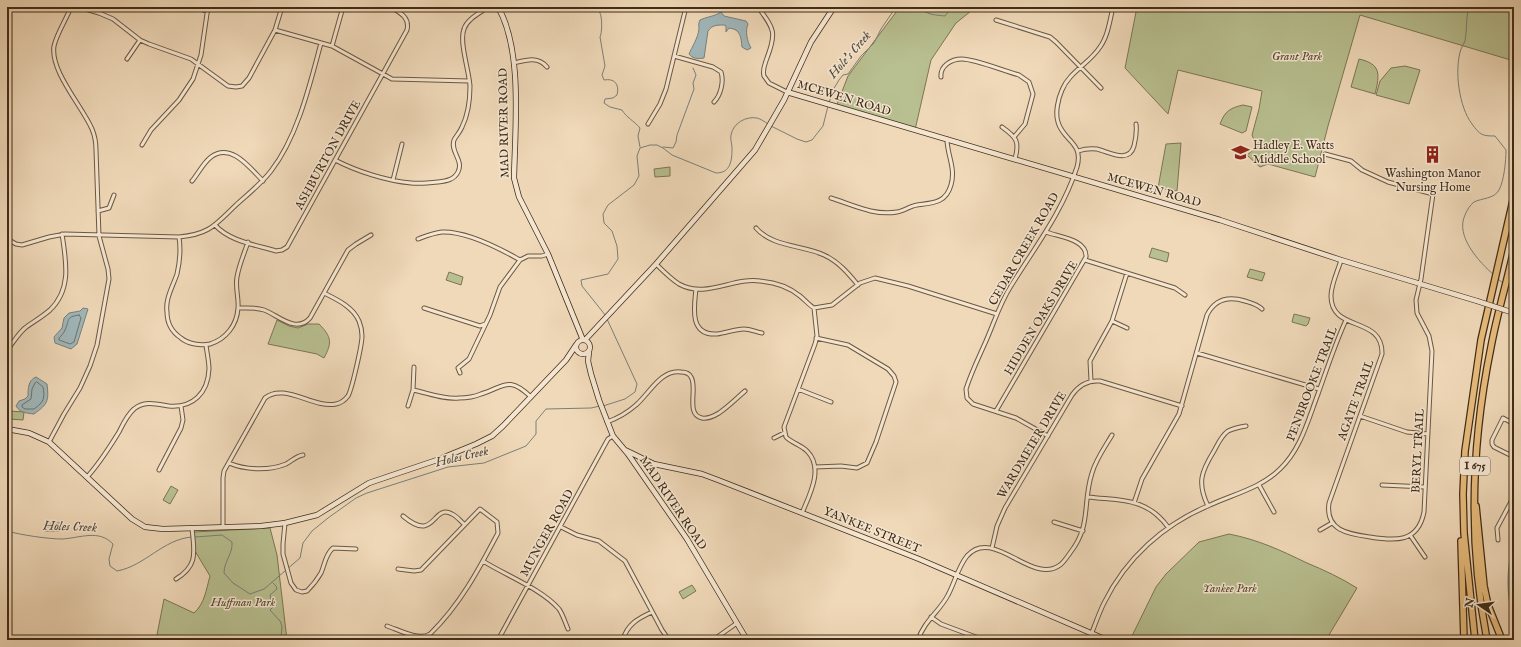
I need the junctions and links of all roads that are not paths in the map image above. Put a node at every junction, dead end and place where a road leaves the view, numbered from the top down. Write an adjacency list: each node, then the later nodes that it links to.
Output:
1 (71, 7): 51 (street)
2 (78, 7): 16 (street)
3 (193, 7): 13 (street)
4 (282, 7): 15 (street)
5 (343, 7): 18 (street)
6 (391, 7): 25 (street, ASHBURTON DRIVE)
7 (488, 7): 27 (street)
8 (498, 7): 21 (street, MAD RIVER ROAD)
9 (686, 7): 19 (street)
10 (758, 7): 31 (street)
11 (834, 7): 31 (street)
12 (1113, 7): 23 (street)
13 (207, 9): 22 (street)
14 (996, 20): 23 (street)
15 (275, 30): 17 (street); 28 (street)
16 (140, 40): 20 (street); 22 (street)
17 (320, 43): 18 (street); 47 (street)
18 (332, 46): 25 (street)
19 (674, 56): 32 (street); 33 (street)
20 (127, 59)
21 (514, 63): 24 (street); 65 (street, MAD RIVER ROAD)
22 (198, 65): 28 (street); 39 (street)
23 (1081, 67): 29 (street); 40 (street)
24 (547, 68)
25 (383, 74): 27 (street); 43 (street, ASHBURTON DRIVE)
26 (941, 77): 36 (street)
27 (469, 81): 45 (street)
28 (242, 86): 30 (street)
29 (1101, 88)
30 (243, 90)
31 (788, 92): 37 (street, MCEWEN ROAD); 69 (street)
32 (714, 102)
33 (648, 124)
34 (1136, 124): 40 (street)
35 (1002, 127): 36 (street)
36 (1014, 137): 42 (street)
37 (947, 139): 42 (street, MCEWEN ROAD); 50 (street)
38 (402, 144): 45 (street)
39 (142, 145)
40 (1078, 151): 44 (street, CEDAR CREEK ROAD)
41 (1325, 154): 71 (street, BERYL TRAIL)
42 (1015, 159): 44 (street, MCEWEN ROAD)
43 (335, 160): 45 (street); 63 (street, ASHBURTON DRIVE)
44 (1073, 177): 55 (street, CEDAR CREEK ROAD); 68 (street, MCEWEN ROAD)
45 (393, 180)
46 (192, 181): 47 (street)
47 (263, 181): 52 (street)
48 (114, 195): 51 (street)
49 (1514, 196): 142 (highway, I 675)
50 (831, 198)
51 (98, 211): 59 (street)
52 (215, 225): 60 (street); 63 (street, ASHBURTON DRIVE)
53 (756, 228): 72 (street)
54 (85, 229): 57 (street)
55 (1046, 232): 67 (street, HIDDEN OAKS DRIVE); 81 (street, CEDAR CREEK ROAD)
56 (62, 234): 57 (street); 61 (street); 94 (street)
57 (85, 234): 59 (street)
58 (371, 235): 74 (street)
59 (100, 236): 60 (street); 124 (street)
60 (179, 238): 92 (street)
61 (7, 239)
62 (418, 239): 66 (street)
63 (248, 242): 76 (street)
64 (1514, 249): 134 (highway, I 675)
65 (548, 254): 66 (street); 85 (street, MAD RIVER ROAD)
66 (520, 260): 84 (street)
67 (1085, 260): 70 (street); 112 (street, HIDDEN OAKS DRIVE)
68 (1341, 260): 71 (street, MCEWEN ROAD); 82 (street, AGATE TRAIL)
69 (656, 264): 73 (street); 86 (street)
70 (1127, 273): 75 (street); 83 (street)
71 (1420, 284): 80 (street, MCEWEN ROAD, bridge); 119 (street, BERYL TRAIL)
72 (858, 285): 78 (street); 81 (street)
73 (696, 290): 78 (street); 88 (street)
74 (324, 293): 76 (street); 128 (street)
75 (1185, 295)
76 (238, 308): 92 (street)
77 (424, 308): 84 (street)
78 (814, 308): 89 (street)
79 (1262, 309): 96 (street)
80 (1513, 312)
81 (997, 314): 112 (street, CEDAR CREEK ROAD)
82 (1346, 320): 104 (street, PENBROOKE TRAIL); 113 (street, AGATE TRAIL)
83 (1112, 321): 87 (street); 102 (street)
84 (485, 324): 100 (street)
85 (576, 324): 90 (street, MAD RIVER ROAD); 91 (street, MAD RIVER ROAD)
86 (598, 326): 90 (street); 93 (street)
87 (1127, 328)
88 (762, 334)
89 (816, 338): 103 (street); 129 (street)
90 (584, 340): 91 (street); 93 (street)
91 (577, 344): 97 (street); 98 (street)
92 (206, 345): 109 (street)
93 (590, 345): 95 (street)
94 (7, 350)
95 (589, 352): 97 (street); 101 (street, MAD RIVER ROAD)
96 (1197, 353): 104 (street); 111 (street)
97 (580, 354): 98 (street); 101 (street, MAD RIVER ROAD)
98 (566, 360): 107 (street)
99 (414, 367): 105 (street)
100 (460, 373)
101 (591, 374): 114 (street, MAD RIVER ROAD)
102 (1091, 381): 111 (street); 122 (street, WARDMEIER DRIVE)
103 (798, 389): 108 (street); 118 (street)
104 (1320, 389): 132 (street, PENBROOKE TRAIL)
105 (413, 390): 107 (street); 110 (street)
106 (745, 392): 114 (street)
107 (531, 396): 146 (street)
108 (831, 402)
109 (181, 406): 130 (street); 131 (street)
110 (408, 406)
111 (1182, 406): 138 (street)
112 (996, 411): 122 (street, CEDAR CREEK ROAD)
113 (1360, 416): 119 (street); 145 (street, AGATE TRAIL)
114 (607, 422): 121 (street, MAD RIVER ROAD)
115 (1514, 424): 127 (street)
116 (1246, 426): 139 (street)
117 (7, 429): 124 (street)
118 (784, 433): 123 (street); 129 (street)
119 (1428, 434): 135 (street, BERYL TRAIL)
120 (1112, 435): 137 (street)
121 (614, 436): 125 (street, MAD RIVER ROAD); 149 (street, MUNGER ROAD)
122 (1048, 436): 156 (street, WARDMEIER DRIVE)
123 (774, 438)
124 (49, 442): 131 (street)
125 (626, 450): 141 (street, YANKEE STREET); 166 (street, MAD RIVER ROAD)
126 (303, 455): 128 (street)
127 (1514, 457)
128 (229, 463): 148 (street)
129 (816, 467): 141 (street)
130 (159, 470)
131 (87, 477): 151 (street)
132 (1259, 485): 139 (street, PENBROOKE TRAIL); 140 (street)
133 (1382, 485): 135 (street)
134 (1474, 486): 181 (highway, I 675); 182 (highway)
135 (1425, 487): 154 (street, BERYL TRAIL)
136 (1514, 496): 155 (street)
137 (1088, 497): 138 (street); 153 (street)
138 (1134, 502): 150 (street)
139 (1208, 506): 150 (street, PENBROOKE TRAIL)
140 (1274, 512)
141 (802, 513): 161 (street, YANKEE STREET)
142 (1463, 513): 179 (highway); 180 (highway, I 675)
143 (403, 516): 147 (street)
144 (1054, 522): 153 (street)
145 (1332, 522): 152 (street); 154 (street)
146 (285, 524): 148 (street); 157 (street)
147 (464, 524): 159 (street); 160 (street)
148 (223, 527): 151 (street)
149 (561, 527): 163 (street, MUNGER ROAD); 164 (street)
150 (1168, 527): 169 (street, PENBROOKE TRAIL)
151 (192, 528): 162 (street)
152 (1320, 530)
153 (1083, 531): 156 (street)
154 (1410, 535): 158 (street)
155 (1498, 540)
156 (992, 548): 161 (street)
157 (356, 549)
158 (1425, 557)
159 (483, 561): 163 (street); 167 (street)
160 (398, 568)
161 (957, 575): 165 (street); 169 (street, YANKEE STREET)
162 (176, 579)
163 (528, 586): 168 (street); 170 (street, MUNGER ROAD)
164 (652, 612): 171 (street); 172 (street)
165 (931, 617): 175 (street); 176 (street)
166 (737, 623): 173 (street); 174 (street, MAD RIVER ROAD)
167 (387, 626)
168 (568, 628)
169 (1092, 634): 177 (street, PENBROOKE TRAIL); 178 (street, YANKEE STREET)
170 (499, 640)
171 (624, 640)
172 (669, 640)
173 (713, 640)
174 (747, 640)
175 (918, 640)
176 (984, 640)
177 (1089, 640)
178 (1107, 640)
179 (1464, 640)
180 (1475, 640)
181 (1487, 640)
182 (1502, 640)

WORK INSTRUCTIONS: When a line in the records above holds "BERYL", that line is to be reported.

SOLUTION TO THIS EXERCISE:
41 (1325, 154): 71 (street, BERYL TRAIL)
71 (1420, 284): 80 (street, MCEWEN ROAD, bridge); 119 (street, BERYL TRAIL)
119 (1428, 434): 135 (street, BERYL TRAIL)
135 (1425, 487): 154 (street, BERYL TRAIL)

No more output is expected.